»»

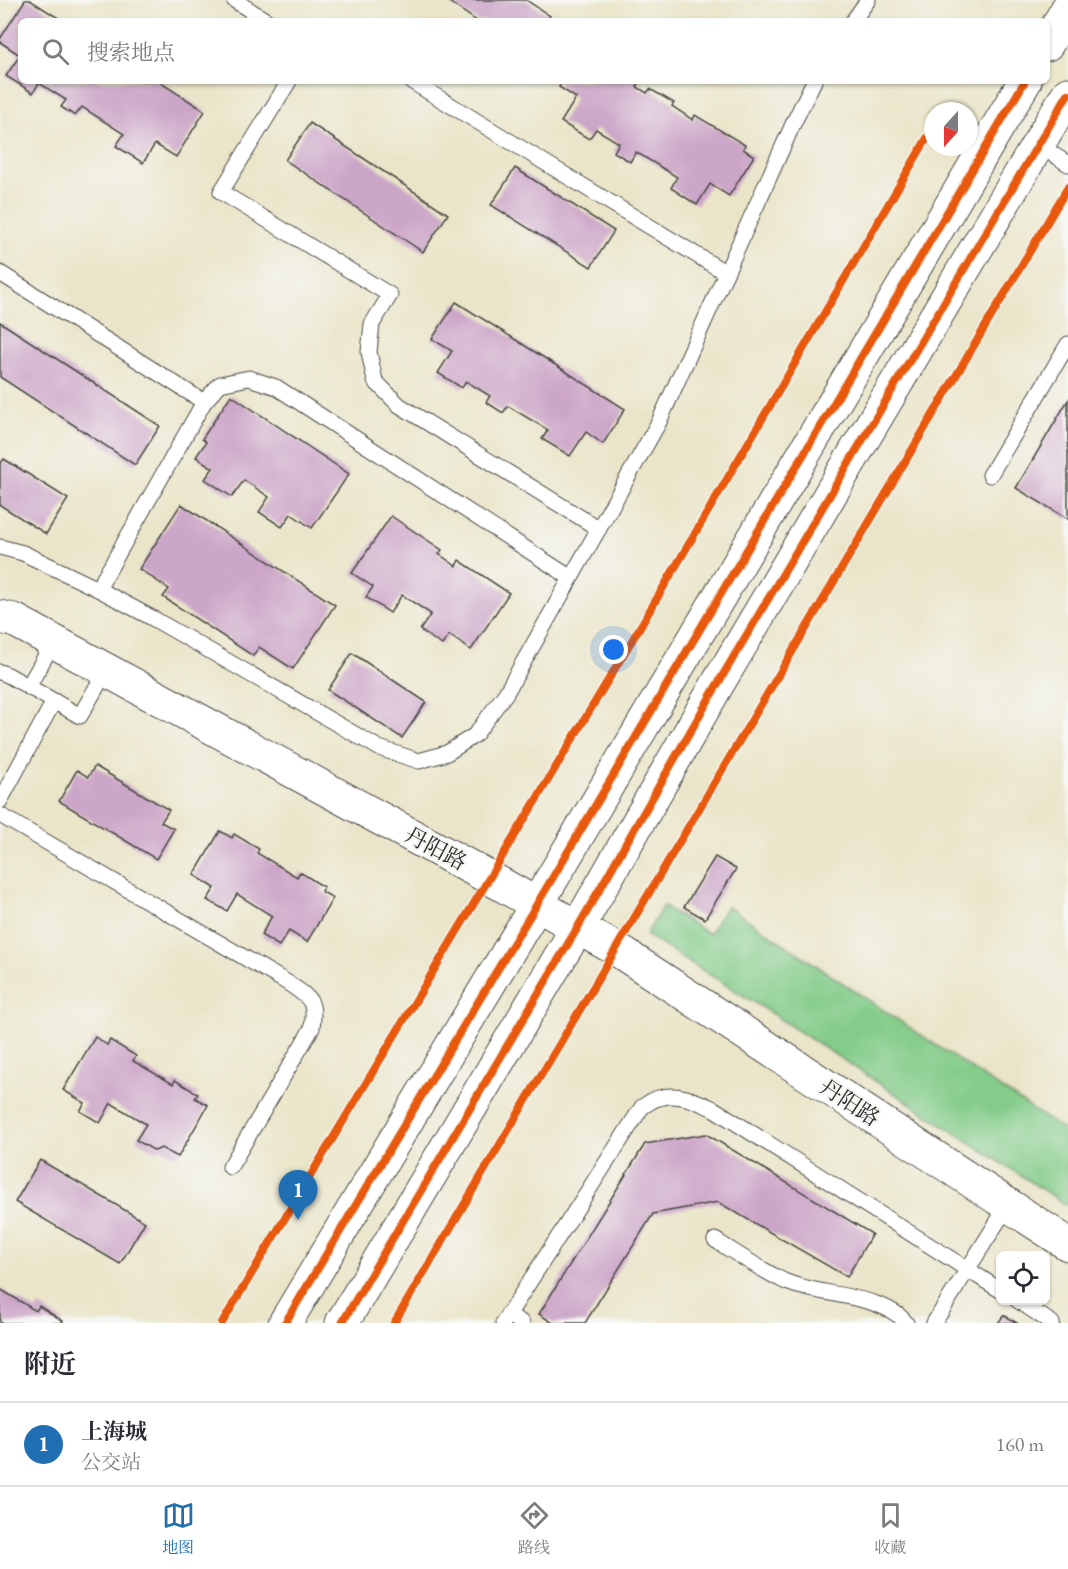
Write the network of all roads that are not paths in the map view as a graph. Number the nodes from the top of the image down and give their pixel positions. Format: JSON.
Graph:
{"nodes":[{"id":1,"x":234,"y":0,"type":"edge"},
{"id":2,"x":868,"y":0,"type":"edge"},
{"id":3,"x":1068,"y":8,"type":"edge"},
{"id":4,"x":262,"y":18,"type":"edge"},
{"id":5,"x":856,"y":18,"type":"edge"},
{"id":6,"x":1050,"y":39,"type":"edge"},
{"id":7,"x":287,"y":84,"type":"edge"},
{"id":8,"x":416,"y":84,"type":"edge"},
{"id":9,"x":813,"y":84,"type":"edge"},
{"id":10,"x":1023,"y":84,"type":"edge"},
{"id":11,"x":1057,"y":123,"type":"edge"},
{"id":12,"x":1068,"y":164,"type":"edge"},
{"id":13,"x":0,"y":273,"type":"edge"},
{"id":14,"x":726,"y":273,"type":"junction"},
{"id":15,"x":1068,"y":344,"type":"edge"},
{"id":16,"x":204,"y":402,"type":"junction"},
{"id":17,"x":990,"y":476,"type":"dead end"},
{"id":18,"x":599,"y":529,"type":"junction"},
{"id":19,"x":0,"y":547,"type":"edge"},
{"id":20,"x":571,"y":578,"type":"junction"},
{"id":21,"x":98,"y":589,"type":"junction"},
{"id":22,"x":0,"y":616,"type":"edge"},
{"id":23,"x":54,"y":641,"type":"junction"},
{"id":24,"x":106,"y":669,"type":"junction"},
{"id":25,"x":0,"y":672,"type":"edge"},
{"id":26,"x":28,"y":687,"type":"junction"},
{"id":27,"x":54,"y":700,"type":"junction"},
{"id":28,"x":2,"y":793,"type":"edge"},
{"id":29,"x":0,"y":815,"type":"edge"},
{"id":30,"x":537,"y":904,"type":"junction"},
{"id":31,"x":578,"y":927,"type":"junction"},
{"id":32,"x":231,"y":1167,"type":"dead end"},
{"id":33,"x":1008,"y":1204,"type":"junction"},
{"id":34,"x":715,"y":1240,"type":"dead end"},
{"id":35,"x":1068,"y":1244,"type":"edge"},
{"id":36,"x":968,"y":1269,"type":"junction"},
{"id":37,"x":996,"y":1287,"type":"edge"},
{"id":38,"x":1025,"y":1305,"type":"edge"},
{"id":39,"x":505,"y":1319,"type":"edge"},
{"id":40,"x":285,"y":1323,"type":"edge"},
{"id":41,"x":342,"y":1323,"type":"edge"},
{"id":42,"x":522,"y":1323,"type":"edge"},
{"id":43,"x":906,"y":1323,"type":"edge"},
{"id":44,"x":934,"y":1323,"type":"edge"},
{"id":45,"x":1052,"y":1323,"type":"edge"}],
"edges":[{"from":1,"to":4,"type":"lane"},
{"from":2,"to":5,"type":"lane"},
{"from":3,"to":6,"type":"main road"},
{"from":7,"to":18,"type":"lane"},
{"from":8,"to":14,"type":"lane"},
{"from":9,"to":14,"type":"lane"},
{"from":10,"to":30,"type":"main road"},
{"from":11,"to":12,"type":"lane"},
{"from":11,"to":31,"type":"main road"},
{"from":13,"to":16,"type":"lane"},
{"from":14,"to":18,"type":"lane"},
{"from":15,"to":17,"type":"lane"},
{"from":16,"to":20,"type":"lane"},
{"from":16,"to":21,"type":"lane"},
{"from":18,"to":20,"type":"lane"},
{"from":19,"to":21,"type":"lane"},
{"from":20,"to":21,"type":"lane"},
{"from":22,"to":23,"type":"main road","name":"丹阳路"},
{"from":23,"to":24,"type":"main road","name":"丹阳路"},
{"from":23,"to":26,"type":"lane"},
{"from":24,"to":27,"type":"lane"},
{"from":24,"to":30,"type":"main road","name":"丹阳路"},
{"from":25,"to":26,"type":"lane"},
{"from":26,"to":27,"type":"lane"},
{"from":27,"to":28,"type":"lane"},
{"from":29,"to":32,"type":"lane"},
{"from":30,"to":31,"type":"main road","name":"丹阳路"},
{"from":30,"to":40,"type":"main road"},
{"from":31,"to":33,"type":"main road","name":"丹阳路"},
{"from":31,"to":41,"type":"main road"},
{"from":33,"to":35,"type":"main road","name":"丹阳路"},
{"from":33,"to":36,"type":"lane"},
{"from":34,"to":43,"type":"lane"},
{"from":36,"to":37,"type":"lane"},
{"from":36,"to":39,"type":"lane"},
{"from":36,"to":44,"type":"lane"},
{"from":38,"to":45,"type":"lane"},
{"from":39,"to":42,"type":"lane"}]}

««
»»

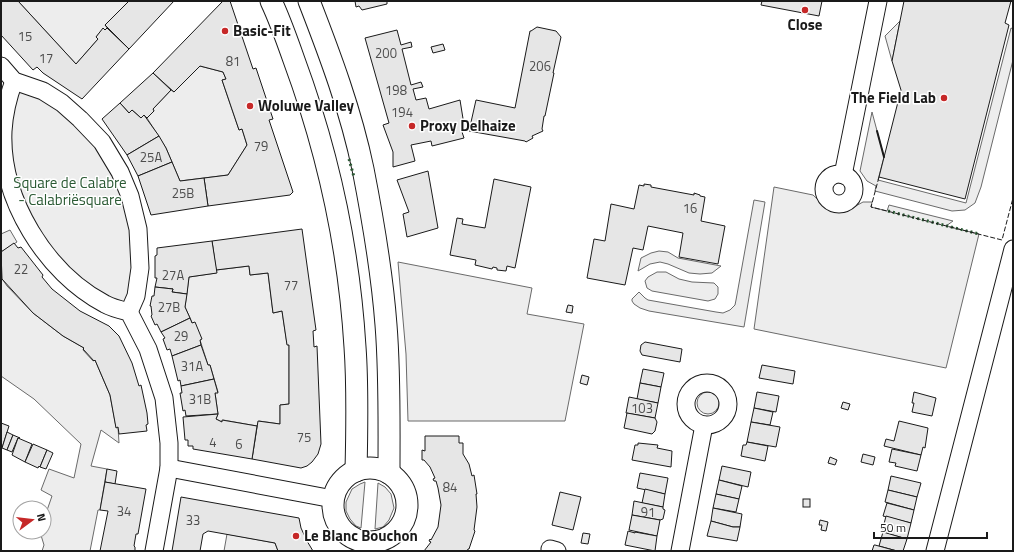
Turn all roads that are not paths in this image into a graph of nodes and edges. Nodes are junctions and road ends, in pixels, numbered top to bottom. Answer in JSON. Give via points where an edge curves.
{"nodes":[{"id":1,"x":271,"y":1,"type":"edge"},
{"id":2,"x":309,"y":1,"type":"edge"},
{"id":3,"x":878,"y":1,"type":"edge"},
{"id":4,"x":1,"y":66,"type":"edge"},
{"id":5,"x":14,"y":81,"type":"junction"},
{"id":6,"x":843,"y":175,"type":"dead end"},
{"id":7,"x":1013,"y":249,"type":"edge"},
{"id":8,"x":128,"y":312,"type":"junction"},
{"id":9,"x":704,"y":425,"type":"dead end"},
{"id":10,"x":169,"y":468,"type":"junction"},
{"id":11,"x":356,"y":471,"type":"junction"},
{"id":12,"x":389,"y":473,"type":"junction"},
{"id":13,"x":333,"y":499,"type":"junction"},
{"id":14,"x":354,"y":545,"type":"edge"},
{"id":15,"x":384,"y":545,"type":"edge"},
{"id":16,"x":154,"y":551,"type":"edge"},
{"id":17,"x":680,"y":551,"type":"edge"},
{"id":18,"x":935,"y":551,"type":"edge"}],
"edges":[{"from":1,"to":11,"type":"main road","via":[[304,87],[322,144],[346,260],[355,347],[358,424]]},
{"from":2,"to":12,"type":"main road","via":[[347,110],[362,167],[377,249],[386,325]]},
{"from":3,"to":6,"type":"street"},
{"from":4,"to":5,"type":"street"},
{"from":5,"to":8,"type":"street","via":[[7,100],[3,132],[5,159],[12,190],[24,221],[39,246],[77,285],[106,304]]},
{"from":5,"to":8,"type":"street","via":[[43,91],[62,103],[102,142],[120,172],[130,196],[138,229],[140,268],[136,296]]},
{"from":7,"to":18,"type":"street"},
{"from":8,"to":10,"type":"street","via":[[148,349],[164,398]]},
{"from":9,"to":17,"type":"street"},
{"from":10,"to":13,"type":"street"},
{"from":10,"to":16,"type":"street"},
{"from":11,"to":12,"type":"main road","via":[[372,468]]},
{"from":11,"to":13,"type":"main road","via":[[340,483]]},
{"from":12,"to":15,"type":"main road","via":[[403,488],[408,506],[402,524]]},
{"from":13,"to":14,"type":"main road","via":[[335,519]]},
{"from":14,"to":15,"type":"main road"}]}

««

◆ WHAT THIS TASK INVOLVES ◆
Check the records above and copy each line that has the string "name".

◆ FINISHED EXERCISE ◆
{"from":22,"to":23,"type":"main road","name":"丹阳路"},
{"from":23,"to":24,"type":"main road","name":"丹阳路"},
{"from":24,"to":30,"type":"main road","name":"丹阳路"},
{"from":30,"to":31,"type":"main road","name":"丹阳路"},
{"from":31,"to":33,"type":"main road","name":"丹阳路"},
{"from":33,"to":35,"type":"main road","name":"丹阳路"},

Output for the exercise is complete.